> _Work order_: Filter the entries below, keeping every line that has the word "right".
START Extracted entries
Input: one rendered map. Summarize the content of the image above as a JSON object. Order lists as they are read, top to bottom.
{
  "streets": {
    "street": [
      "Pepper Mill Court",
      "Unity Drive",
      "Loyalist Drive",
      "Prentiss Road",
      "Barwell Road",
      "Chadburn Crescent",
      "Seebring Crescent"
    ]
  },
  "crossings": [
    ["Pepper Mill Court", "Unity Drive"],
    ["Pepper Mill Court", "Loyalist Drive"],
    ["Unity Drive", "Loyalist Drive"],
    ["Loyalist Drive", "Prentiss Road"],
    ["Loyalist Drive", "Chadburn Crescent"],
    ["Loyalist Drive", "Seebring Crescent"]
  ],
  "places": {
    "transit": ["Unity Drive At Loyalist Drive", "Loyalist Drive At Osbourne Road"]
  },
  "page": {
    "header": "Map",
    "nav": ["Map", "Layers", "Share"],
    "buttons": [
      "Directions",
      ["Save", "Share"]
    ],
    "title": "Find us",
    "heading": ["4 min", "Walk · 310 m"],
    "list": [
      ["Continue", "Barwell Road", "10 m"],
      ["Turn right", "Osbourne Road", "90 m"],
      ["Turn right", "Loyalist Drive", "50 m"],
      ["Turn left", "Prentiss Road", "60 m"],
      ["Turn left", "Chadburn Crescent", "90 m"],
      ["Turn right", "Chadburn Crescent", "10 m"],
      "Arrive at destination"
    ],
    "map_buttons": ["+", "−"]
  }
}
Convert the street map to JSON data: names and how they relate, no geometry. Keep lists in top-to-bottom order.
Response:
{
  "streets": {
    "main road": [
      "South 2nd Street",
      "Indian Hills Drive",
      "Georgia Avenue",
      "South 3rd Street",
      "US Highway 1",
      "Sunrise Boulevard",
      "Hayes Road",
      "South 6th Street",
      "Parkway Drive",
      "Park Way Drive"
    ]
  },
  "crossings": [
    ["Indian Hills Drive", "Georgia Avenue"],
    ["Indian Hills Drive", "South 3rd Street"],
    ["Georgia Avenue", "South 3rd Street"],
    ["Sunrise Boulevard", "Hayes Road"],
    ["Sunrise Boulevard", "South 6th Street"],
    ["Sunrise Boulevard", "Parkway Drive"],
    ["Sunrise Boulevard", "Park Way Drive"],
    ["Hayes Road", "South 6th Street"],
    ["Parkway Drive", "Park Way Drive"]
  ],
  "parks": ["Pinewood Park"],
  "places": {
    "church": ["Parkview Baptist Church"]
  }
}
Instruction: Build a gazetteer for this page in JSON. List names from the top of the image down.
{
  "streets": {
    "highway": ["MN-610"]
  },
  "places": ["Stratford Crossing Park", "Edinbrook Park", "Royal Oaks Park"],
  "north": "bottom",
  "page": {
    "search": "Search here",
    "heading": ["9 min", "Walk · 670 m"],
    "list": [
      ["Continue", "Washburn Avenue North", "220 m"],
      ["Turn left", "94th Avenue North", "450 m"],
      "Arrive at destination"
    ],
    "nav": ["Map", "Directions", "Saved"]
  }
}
END Extracted entries
> _Reply_:
      ["Turn right", "Osbourne Road", "90 m"],
      ["Turn right", "Loyalist Drive", "50 m"],
      ["Turn right", "Chadburn Crescent", "10 m"],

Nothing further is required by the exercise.